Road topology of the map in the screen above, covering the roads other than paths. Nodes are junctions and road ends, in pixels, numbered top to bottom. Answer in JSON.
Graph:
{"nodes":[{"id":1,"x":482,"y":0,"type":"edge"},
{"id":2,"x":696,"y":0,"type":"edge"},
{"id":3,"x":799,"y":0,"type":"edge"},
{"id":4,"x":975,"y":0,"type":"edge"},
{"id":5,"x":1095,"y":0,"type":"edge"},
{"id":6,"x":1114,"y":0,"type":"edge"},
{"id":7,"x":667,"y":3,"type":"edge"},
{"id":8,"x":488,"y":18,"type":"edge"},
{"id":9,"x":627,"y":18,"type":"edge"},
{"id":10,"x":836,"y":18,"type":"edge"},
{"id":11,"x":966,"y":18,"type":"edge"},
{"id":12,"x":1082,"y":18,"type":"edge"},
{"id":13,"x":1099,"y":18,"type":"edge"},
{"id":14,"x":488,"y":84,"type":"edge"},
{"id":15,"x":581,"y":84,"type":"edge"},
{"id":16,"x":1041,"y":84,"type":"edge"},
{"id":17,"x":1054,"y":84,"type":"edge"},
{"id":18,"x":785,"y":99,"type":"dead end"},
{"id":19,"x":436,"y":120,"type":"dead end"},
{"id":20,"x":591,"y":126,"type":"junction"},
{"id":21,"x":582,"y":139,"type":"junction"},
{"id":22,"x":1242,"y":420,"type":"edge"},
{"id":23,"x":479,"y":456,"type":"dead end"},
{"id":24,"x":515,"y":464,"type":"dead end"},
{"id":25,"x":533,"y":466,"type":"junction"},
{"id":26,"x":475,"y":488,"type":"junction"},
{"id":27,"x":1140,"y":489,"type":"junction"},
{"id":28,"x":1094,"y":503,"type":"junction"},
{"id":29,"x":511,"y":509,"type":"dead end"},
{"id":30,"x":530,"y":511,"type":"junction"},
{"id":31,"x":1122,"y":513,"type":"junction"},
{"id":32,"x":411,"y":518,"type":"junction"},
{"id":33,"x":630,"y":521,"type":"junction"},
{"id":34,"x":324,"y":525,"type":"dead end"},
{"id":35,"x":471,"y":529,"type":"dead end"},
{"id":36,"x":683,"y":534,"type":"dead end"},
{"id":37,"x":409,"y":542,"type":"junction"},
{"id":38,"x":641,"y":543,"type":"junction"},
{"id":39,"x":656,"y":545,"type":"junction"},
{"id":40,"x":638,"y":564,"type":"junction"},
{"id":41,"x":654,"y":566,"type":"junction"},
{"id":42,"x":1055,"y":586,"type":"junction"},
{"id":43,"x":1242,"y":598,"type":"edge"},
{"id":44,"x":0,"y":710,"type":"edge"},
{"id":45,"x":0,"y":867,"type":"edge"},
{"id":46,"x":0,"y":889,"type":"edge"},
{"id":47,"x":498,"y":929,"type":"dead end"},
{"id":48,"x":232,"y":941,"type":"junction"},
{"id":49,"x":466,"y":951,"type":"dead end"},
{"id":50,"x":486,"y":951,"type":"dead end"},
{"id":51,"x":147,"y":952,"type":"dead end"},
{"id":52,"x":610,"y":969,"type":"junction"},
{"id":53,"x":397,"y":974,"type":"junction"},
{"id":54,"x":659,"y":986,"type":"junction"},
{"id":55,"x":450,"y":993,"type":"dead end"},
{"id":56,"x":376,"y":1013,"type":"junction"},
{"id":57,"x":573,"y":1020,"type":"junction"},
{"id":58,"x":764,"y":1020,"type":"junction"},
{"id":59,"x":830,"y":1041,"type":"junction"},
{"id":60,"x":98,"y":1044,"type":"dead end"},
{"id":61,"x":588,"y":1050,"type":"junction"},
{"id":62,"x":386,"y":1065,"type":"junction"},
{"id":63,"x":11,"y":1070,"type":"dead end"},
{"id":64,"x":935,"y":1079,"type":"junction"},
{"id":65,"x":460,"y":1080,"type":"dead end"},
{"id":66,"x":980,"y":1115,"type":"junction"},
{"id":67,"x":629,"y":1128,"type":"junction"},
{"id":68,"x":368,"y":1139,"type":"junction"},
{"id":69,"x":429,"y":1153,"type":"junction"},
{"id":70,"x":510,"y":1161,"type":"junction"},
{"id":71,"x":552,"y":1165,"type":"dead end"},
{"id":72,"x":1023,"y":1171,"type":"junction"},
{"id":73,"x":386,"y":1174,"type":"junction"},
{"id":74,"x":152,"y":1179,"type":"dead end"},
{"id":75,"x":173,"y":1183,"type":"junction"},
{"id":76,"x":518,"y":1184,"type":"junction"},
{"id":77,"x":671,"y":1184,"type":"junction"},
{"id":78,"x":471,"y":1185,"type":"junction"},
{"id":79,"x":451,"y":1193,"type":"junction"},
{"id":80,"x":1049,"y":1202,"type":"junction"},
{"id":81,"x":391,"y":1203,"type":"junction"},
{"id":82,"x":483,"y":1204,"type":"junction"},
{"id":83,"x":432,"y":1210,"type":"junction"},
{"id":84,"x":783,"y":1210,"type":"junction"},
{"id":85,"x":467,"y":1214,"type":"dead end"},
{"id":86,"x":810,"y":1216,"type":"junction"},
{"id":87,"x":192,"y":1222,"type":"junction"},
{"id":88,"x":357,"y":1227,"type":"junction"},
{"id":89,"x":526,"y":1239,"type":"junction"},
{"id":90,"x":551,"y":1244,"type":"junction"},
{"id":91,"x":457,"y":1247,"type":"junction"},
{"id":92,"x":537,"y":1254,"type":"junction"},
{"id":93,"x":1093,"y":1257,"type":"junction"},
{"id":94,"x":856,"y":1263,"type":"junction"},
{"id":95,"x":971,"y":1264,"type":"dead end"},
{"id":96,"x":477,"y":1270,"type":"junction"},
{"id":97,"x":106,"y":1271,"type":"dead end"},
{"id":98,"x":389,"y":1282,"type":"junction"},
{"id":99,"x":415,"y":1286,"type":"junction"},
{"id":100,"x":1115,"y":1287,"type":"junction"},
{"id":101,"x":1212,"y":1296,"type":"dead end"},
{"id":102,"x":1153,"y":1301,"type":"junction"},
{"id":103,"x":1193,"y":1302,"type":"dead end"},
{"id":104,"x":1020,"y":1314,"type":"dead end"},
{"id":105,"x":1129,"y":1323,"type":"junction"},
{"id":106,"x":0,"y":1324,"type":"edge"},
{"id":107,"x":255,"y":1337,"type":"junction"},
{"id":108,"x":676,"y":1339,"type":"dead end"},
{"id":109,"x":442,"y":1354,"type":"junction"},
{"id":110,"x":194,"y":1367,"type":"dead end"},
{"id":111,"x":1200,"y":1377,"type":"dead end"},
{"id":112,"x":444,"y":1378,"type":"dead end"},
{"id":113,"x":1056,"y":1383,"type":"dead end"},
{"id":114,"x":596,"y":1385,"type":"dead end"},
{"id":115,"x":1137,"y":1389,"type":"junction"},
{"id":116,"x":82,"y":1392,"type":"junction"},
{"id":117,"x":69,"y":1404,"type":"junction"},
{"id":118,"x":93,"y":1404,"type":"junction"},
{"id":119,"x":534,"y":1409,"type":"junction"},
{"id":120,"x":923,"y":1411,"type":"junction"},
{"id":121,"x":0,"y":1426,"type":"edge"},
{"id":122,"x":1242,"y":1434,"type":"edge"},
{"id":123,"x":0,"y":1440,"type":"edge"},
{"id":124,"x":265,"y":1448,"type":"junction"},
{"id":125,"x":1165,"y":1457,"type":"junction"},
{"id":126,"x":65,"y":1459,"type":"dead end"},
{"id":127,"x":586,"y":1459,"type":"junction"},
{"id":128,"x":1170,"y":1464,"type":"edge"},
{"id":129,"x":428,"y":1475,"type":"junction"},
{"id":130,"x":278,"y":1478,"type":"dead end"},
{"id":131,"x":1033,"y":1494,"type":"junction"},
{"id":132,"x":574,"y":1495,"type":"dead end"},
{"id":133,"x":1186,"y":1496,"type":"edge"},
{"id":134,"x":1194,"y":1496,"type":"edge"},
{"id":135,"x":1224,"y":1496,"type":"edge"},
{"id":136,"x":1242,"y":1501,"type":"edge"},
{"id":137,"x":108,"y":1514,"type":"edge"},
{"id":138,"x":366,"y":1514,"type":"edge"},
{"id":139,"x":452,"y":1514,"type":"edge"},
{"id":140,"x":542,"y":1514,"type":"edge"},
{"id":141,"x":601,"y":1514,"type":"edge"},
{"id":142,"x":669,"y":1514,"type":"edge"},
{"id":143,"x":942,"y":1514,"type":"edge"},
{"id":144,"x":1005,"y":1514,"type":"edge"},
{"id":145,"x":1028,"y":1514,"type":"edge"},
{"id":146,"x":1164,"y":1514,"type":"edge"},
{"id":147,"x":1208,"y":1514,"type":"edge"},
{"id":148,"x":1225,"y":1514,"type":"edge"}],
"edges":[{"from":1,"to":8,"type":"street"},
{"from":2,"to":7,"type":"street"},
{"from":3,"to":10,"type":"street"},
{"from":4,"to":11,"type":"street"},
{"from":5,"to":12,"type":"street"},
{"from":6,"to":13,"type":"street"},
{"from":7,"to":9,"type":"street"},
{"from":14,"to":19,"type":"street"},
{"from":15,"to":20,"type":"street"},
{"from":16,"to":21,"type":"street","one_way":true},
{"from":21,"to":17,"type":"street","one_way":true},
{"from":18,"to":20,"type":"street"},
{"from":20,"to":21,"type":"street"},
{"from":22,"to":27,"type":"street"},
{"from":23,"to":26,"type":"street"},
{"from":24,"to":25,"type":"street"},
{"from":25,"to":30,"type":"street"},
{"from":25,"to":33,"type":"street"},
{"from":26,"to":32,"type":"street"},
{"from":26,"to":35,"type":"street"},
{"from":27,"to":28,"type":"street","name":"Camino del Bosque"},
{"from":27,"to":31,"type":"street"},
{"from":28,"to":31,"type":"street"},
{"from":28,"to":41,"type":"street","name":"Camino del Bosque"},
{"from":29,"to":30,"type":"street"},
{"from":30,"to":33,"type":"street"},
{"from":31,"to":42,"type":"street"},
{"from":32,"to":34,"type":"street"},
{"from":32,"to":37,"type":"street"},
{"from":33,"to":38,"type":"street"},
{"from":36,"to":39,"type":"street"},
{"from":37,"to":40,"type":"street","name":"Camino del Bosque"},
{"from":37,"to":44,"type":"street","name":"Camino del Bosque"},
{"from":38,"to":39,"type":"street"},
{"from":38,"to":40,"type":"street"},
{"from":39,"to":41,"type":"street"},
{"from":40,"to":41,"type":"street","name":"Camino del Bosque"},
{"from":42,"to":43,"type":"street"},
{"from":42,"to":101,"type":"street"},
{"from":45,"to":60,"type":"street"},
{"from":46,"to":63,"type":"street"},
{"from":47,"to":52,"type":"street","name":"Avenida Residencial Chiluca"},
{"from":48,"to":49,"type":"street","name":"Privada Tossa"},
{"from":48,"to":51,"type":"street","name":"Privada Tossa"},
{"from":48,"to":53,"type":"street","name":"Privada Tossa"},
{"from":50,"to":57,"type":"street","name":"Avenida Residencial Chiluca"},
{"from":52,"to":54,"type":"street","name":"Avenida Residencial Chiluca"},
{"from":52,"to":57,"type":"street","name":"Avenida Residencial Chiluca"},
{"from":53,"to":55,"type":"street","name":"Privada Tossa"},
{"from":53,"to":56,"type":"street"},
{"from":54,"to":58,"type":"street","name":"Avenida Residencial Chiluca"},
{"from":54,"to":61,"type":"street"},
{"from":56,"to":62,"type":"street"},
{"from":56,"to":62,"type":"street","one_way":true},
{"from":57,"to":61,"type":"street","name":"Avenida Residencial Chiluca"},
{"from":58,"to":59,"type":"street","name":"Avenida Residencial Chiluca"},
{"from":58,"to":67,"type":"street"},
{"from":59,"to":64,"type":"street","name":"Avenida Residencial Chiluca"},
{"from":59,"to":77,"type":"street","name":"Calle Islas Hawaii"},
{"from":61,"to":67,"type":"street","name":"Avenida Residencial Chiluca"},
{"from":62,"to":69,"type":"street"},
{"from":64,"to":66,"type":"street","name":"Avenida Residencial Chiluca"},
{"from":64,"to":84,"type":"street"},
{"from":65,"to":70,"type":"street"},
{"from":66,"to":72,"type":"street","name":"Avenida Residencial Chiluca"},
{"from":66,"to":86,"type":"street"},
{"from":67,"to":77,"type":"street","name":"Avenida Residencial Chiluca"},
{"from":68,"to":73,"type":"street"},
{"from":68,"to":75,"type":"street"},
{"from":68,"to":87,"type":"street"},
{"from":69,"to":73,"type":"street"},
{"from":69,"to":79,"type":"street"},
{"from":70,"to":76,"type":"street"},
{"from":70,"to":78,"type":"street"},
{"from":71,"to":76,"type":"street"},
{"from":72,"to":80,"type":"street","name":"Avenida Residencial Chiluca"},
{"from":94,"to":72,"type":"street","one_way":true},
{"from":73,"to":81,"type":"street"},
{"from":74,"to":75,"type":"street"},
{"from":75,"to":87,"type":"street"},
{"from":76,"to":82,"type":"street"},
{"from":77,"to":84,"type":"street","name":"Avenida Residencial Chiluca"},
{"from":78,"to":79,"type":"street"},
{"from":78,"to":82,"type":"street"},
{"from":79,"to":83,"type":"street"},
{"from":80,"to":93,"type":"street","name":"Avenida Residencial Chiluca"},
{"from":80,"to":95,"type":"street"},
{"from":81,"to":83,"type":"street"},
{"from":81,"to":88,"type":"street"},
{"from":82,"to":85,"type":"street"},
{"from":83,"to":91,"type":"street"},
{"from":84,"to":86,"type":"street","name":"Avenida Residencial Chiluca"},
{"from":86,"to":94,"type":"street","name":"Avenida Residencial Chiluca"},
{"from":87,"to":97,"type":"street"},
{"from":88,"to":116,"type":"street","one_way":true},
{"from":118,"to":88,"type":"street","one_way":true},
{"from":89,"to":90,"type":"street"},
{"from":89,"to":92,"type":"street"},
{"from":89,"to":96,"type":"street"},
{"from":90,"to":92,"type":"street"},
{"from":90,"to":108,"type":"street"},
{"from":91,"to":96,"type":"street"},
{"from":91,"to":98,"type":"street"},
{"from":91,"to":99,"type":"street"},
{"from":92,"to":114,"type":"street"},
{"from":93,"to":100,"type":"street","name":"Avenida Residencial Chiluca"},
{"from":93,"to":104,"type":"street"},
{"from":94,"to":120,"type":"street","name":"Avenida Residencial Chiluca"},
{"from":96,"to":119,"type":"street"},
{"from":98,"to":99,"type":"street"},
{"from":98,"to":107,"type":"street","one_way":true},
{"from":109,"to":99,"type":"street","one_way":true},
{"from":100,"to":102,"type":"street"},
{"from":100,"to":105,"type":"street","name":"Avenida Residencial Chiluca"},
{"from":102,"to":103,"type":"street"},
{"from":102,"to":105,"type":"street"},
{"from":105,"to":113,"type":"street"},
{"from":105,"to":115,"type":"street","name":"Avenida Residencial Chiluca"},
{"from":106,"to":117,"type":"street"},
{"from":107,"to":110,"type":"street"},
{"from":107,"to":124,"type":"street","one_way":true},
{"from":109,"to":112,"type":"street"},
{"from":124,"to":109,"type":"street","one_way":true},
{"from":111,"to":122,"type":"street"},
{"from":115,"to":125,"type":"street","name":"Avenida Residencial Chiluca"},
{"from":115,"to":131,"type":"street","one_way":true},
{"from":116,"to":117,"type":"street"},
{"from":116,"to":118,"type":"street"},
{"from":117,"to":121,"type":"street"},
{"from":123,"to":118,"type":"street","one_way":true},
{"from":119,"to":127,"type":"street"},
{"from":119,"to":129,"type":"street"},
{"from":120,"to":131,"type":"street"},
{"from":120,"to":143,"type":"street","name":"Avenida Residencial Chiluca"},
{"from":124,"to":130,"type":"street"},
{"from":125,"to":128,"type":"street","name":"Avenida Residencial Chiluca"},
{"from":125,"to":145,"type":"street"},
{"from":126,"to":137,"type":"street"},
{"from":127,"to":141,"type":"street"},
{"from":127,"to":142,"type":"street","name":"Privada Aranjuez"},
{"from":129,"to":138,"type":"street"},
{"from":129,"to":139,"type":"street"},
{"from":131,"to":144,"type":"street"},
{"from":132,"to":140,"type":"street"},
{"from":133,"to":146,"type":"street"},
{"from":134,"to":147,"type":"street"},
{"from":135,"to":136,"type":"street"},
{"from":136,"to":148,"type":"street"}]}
-------------------------
▶ **Problem description**: For the data shown above, give the number of lines where the word "true" appears, and nothing else.

▶ **Exercise solution**: 12